* **EXERCISE DESCRIPTION**
What lines of the data hold the string "Staley"? Copy them all.

(Dataset entries)
◆ ◆ ◆

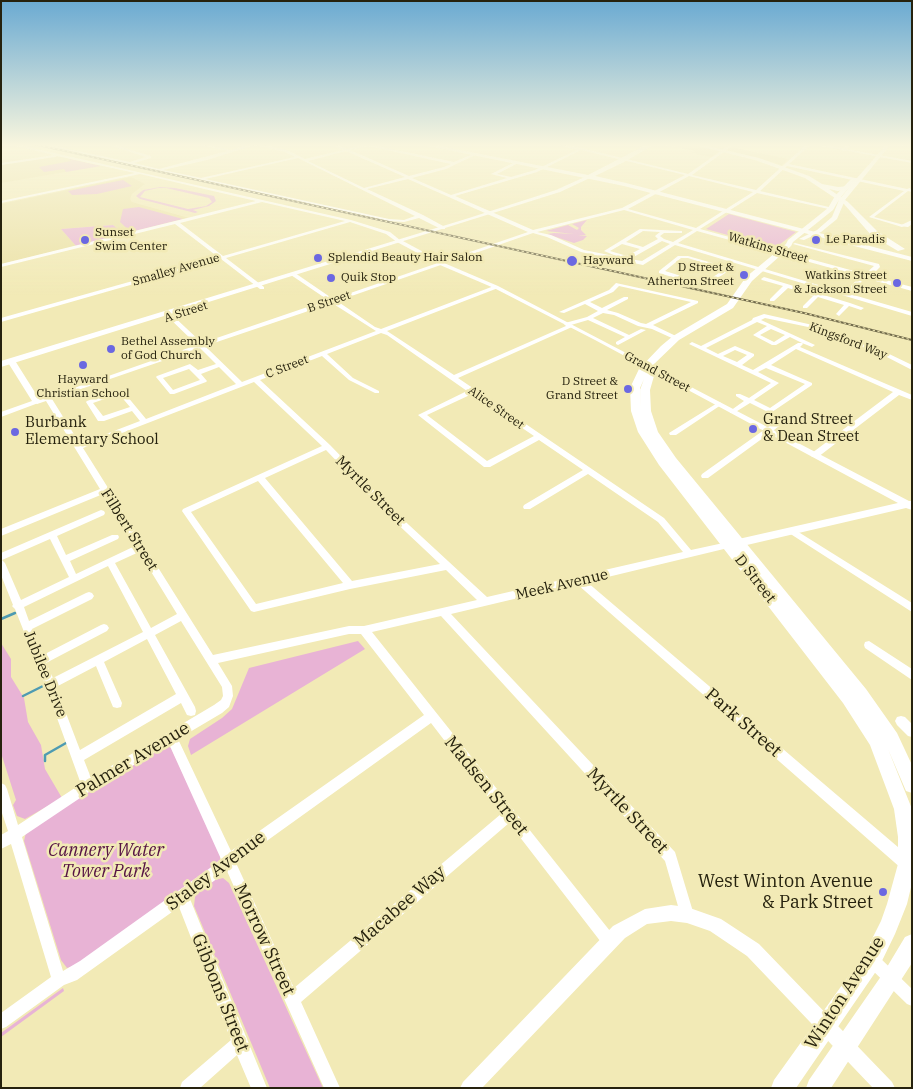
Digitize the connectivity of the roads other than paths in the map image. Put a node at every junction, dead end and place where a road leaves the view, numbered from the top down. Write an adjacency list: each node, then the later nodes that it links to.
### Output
1 (36, 195): 18 (street)
2 (235, 195): 17 (street)
3 (273, 195): 23 (street)
4 (376, 195): 23 (street)
5 (456, 195): 15 (street)
6 (546, 195): 22 (main road, A Street)
7 (651, 195): 19 (street, B Street)
8 (667, 195): 21 (main road)
9 (750, 195): 21 (street)
10 (772, 195): 20 (street)
11 (833, 195): 16 (main road)
12 (843, 195): 16 (main road, D Street)
13 (845, 195): 16 (main road, D Street)
14 (903, 195): 24 (street)
15 (452, 196): 22 (street)
16 (840, 200): 20 (main road, D Street); 28 (main road); 36 (main road, D Street); 47 (main road)
17 (262, 201): 25 (street); 27 (street)
18 (1, 202)
19 (624, 209): 31 (street, Watkins Street); 34 (street, B Street)
20 (830, 209): 32 (main road, D Street)
21 (727, 211): 31 (street); 32 (main road)
22 (490, 213): 30 (main road, A Street); 34 (street)
23 (421, 216): 30 (street)
24 (872, 218): 28 (main road); 29 (street)
25 (351, 221): 38 (street); 48 (street, Smalley Avenue)
26 (912, 221): 29 (street)
27 (176, 222): 48 (street); 52 (street)
28 (863, 222): 45 (main road)
29 (902, 226)
30 (443, 228): 38 (main road, A Street)
31 (699, 229): 40 (street); 44 (street, Watkins Street)
32 (804, 230): 36 (main road); 41 (main road, D Street)
33 (662, 231): 35 (street); 37 (street); 39 (street)
34 (533, 232): 40 (street); 51 (street, B Street)
35 (680, 232)
36 (813, 233): 41 (main road, D Street); 42 (main road)
37 (662, 240): 40 (street); 43 (street)
38 (399, 241): 51 (street, Grand Street); 55 (main road, A Street)
39 (622, 242): 43 (street); 43 (street)
40 (676, 244): 46 (street)
41 (792, 244): 44 (main road, D Street); 56 (street)
42 (859, 244): 47 (main road); 53 (main road)
43 (644, 249)
44 (780, 252): 54 (main road, D Street); 56 (street, Watkins Street)
45 (912, 254)
46 (714, 256): 50 (street); 54 (street)
47 (901, 256): 49 (main road)
48 (222, 257): 59 (street); 80 (street, Smalley Avenue)
49 (912, 261)
50 (705, 262): 50 (street)
51 (442, 264): 61 (street, Grand Street); 68 (street, B Street)
52 (1, 266)
53 (912, 268)
54 (759, 270): 58 (street); 87 (main road, D Street)
55 (296, 275): 59 (main road, A Street); 68 (street, Alice Street)
56 (867, 276): 63 (street, Watkins Street); 65 (street)
57 (764, 279): 60 (street)
58 (806, 283): 62 (street); 65 (street)
59 (260, 286): 77 (main road, A Street)
60 (787, 286): 62 (street); 67 (street)
61 (496, 288): 81 (street, Grand Street); 84 (street, C Street)
62 (800, 289): 64 (street)
63 (912, 289)
64 (817, 295): 70 (street); 71 (street)
65 (846, 295): 76 (street)
66 (626, 298): 73 (street)
67 (772, 300)
68 (334, 301): 84 (street, Alice Street); 92 (street, B Street)
69 (586, 302): 73 (street); 74 (street); 83 (street)
70 (848, 304): 72 (street); 75 (street)
71 (805, 307)
72 (861, 308)
73 (603, 311): 78 (street); 83 (street)
74 (562, 312)
75 (839, 314)
76 (912, 314)
77 (169, 315): 92 (street); 98 (main road, A Street)
78 (589, 318): 81 (street); 86 (street)
79 (755, 319): 82 (street); 94 (street, Kingsford Way); 103 (street, Kingsford Way)
80 (1, 320)
81 (570, 326): 102 (street, Grand Street); 107 (street)
82 (770, 326): 85 (street); 85 (street)
83 (645, 328): 86 (street); 87 (street)
84 (381, 331): 95 (street, C Street); 107 (street, Alice Street)
85 (789, 335): 88 (street)
86 (629, 337): 89 (street)
87 (675, 339): 102 (main road, D Street)
88 (804, 342): 91 (street); 93 (street)
89 (618, 343)
90 (692, 344): 94 (street)
91 (812, 345)
92 (201, 347): 100 (street); 115 (street, B Street)
93 (796, 347): 101 (street); 112 (street)
94 (700, 348): 96 (street)
95 (323, 354): 108 (street, C Street); 111 (street)
96 (719, 356): 99 (street); 99 (street)
97 (1, 364): 98 (main road, A Street)
98 (13, 364): 104 (main road, A Street); 117 (street)
99 (737, 364): 105 (street)
100 (220, 365): 106 (street); 109 (street)
101 (766, 365): 105 (street); 116 (street)
102 (648, 366): 118 (street, Grand Street); 141 (main road, D Street)
103 (912, 368)
104 (1, 370)
105 (753, 372): 116 (street)
106 (197, 373): 106 (street)
107 (453, 378): 110 (street, Alice Street)
108 (255, 380): 109 (street, C Street); 128 (street, Myrtle Street)
109 (241, 385): 122 (street, C Street)
110 (472, 391): 126 (street, Alice Street); 126 (street)
111 (377, 392)
112 (898, 392): 114 (street); 129 (street)
113 (738, 395): 116 (street)
114 (911, 397)
115 (48, 398): 117 (street, B Street); 127 (street, Filbert Street)
116 (750, 401): 120 (street)
117 (37, 402): 121 (street, B Street)
118 (719, 404): 120 (street, Grand Street); 125 (street)
119 (134, 408): 119 (street); 122 (street)
120 (732, 412): 124 (street, Grand Street)
121 (1, 415)
122 (145, 422): 127 (street, C Street)
123 (780, 422): 124 (street)
124 (769, 431): 129 (street, Grand Street); 131 (street)
125 (673, 433)
126 (538, 436): 130 (street, Alice Street)
127 (79, 447): 133 (street, Filbert Street)
128 (327, 447): 132 (street); 148 (street, Myrtle Street)
129 (814, 455): 134 (street, Grand Street)
130 (588, 472): 135 (street); 143 (street, Alice Street)
131 (705, 476)
132 (260, 478): 151 (street); 151 (street)
133 (105, 490): 138 (street); 142 (street, Filbert Street)
134 (910, 505): 137 (street, Meek Avenue)
135 (527, 507)
136 (101, 513): 139 (street)
137 (792, 531): 141 (street, Meek Avenue); 155 (street)
138 (1, 533)
139 (52, 535): 144 (street); 145 (street)
140 (115, 537): 145 (street)
141 (734, 544): 143 (street, Meek Avenue); 178 (main road, D Street)
142 (140, 547): 146 (street); 157 (street, Filbert Street)
143 (689, 554): 150 (street, Meek Avenue)
144 (1, 557)
145 (64, 560): 149 (street)
146 (110, 562): 149 (street); 161 (street)
147 (1, 563): 154 (street, Jubilee Drive)
148 (447, 566): 151 (street); 153 (street, Myrtle Street)
149 (74, 579): 154 (street)
150 (580, 581): 153 (street, Meek Avenue); 184 (street, Park Street)
151 (350, 584)
152 (89, 596): 158 (street)
153 (486, 602): 156 (street, Meek Avenue)
154 (17, 606): 158 (street, Jubilee Drive)
155 (912, 608)
156 (443, 612): 160 (street, Meek Avenue); 182 (street, Myrtle Street)
157 (182, 616): 161 (street); 163 (street, Filbert Street)
158 (26, 626): 164 (street, Jubilee Drive)
159 (104, 628): 164 (street)
160 (364, 630): 163 (street, Meek Avenue); 171 (street, Madsen Street)
161 (149, 634): 165 (street); 168 (street)
162 (869, 646): 166 (street)
163 (212, 660): 174 (street, Palmer Avenue)
164 (40, 661): 167 (street, Jubilee Drive)
165 (99, 661): 167 (street); 169 (street)
166 (912, 675)
167 (50, 685): 175 (street, Jubilee Drive)
168 (182, 696): 170 (street); 175 (street)
169 (117, 703)
170 (190, 711)
171 (430, 717): 179 (street, Madsen Street); 183 (street, Staley Avenue)
172 (901, 720): 173 (street)
173 (912, 732)
174 (172, 737): 176 (street, Palmer Avenue); 183 (street, Morrow Street)
175 (77, 758): 176 (street, Jubilee Drive)
176 (88, 786): 180 (street, Palmer Avenue)
177 (1, 789): 180 (street)
178 (907, 789): 184 (main road, Winton Avenue)
179 (509, 815): 187 (street, Madsen Street); 193 (street, Macabee Way)
180 (15, 834): 181 (street, Palmer Avenue); 191 (street)
181 (1, 843)
182 (670, 858): 186 (street, Myrtle Street)
183 (228, 862): 185 (street, Staley Avenue); 193 (street, Morrow Street)
184 (909, 866): 189 (main road, Winton Avenue)
185 (182, 897): 191 (street, Staley Avenue); 196 (street, Gibbons Street)
186 (687, 915): 187 (street); 195 (street)
187 (609, 941): 201 (street)
188 (912, 944): 190 (main road, Winton Avenue)
189 (872, 960): 190 (street); 195 (main road, Winton Avenue)
190 (891, 978): 192 (street); 197 (main road, Winton Avenue)
191 (60, 980): 194 (street, Staley Avenue)
192 (912, 998)
193 (292, 1000): 200 (street, Morrow Street)
194 (1, 1022)
195 (827, 1025): 197 (street); 202 (main road, Winton Avenue)
196 (240, 1043): 198 (street); 199 (street, Gibbons Street)
197 (846, 1046): 203 (main road, Winton Avenue); 204 (street)
198 (188, 1088)
199 (259, 1088)
200 (332, 1088)
201 (470, 1088)
202 (782, 1088)
203 (817, 1088)
204 (886, 1088)

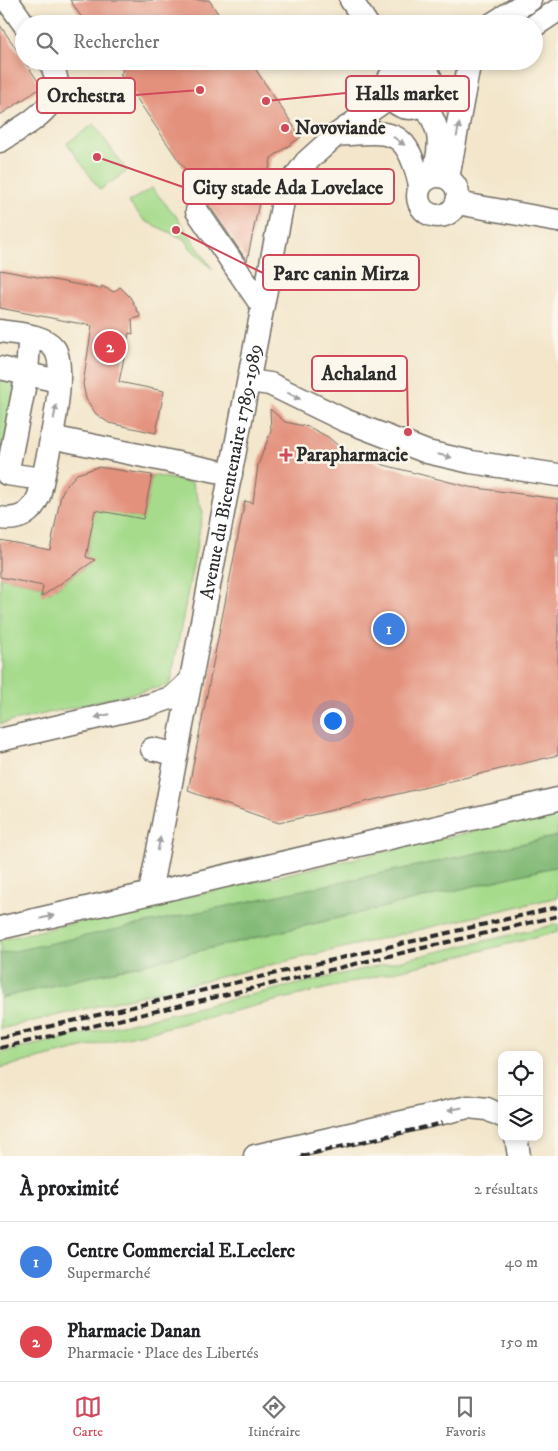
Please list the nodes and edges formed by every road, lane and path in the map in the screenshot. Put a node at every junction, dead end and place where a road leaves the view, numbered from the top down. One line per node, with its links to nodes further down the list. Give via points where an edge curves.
1 (8, 0): 5 (street)
2 (351, 0): 6 (street)
3 (530, 0): 7 (street)
4 (558, 10): 8 (street)
5 (18, 15)
6 (361, 15)
7 (506, 15)
8 (543, 20)
9 (54, 70): 17 (street, via 57,85 53,101 44,112)
10 (392, 70): 14 (street, via 387,85)
11 (431, 70): 15 (street)
12 (464, 70): 15 (street)
13 (471, 70): 18 (street, one-way to 13)
14 (390, 97): 15 (street, via 406,108 413,108); 16 (street, Avenue du Bicentenaire 1789-1989)
15 (428, 97): 18 (street, via 440,147)
16 (336, 135): 18 (street, one-way to 18, via 379,132 396,137 405,143); 22 (street, Avenue du Bicentenaire 1789-1989, via 306,162 285,191)
17 (0, 142)
18 (434, 180): 19 (street, via 458,191); 19 (street, via 417,201 427,213 442,216 450,213)
19 (457, 202): 21 (street)
20 (197, 211): 22 (street)
21 (558, 221)
22 (262, 306): 28 (street, Avenue du Bicentenaire 1789-1989)
23 (0, 331): 29 (street, one-way to 23, via 60,382 55,349 43,339)
24 (29, 344): 26 (street)
25 (0, 368): 26 (street)
26 (27, 373): 27 (street); 32 (street)
27 (54, 380)
28 (249, 381): 30 (street, Avenue du Bicentenaire 1789-1989); 31 (street, one-way to 31, via 270,384 344,420 426,452)
29 (51, 437): 30 (street); 34 (street, via 35,506 24,517)
30 (231, 474): 35 (street, Avenue du Bicentenaire 1789-1989)
31 (558, 475)
32 (4, 476): 33 (street)
33 (35, 478)
34 (0, 518)
35 (190, 681): 36 (street, via 173,697); 39 (street, Avenue du Bicentenaire 1789-1989)
36 (150, 705): 37 (street, one-way to 37); 39 (street, via 168,714 176,729)
37 (0, 740)
38 (152, 749): 39 (street)
39 (177, 750): 41 (street, Avenue du Bicentenaire 1789-1989, one-way to 39)
40 (558, 799): 41 (street)
41 (150, 892): 42 (street, one-way to 41)
42 (0, 928)
43 (498, 1114): 45 (street, one-way to 45, via 468,1107)
44 (517, 1141): 46 (street)
45 (256, 1156)
46 (519, 1156)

◆ ◆ ◆

* **WRITTEN REPLY**
171 (430, 717): 179 (street, Madsen Street); 183 (street, Staley Avenue)
183 (228, 862): 185 (street, Staley Avenue); 193 (street, Morrow Street)
185 (182, 897): 191 (street, Staley Avenue); 196 (street, Gibbons Street)
191 (60, 980): 194 (street, Staley Avenue)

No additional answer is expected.